Use for mainly home and office makes it niche? That’s where people spend probably 80% of their lives. It is niche, but not because of that. It’s mainly because of price, and then battery life and comfort.
And I mean niche compared to a laptop, or more accurately an iPad/external monitors, because that’s what it shares functionality with so that’s what it should be compared to.
I’m not sure why you’re comparing it to an iPhone. It’s a totally different animal. No way any headset in any foreseeable would be as ubiquitous as a phone. It would have to be AR (not MR) glasses (not headset)—thin, light, affordable, good battery life. And even then it would require a phone for tether, so it would still probably be less ubiquitous.

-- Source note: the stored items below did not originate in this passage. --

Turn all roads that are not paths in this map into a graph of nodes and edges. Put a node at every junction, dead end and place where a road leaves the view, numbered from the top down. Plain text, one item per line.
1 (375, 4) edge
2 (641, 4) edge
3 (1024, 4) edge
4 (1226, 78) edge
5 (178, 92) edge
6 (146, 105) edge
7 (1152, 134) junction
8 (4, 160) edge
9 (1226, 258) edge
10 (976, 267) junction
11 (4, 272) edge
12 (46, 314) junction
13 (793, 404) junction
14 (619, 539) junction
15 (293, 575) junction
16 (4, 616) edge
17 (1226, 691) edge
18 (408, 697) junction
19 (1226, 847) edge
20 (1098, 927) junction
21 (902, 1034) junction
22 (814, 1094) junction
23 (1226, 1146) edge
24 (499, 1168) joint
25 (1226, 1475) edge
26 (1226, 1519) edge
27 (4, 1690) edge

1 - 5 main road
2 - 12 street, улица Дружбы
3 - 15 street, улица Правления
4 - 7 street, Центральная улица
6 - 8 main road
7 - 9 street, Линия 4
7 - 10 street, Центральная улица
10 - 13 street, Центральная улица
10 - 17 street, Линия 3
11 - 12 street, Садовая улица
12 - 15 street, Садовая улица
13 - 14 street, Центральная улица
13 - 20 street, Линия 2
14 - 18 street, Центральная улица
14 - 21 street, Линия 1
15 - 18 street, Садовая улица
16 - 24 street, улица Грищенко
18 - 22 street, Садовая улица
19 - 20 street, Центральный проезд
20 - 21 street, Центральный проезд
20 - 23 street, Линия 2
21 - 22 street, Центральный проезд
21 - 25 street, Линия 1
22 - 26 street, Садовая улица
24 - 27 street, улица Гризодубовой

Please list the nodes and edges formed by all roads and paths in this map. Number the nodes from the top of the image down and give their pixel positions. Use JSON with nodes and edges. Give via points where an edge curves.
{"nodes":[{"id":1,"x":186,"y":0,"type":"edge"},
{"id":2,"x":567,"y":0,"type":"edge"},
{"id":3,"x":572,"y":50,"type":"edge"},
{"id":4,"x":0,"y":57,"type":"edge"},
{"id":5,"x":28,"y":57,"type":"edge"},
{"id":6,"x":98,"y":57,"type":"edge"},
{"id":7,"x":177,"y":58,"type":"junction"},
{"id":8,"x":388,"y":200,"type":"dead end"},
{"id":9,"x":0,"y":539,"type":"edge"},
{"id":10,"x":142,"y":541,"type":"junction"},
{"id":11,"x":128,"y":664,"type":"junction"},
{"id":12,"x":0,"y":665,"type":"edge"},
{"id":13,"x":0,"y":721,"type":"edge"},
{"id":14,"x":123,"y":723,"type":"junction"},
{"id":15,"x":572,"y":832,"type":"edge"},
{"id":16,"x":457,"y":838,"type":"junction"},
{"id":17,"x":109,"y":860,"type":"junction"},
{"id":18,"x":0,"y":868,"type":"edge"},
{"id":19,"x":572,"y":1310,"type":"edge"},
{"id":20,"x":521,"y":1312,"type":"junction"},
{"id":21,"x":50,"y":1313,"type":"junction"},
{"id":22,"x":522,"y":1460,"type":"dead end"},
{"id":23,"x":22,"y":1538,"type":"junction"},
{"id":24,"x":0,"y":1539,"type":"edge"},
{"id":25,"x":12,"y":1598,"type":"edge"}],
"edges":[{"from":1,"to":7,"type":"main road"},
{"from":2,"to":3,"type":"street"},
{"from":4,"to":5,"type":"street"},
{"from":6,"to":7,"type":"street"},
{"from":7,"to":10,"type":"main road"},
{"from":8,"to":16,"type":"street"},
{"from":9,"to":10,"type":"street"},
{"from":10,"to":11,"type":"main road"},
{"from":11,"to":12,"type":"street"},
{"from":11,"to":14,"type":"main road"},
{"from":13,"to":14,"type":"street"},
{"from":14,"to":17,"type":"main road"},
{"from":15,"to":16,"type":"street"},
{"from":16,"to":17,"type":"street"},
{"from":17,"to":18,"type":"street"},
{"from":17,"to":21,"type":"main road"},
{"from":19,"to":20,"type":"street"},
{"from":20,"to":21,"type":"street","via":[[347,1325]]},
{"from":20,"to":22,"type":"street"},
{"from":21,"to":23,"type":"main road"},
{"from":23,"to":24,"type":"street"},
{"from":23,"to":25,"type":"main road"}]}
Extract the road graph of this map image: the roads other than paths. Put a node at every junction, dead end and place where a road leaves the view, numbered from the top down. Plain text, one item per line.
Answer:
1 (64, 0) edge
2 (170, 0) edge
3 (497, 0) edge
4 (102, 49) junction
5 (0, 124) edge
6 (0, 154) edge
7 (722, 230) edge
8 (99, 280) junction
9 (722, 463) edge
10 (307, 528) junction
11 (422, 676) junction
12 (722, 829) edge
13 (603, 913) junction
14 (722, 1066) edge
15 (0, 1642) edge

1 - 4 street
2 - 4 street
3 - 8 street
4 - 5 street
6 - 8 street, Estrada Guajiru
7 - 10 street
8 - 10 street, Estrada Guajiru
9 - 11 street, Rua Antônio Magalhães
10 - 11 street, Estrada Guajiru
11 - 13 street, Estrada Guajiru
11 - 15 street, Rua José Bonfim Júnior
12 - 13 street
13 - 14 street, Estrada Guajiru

I said it’s as isolating as a scuba mask, and you again said it’s isolating, so does that mean you disagree with the comparison, or you think a scuba mask is also isolating (ie. blocks your senses and blocks others from seeing you)? Because that might be where we disagree (tentatively, I’ll make up my final mind when I use it). From what I’ve seen with EyeSight, it essentially looks like a scuba mask from the outside, but with slightly off perspective on the eyes—but otherwise all the information is present, anything else can theoretically be gotten used to. From the inside, it might actually have better field of vision than a scuba mask, not sure.
And if you mean it’s isolating because the user probably has a some app(s)/window(s) open, then it’s just as isolating as a monitor, phone, book, or any personal object that you’re looking at, which is a necessity of life.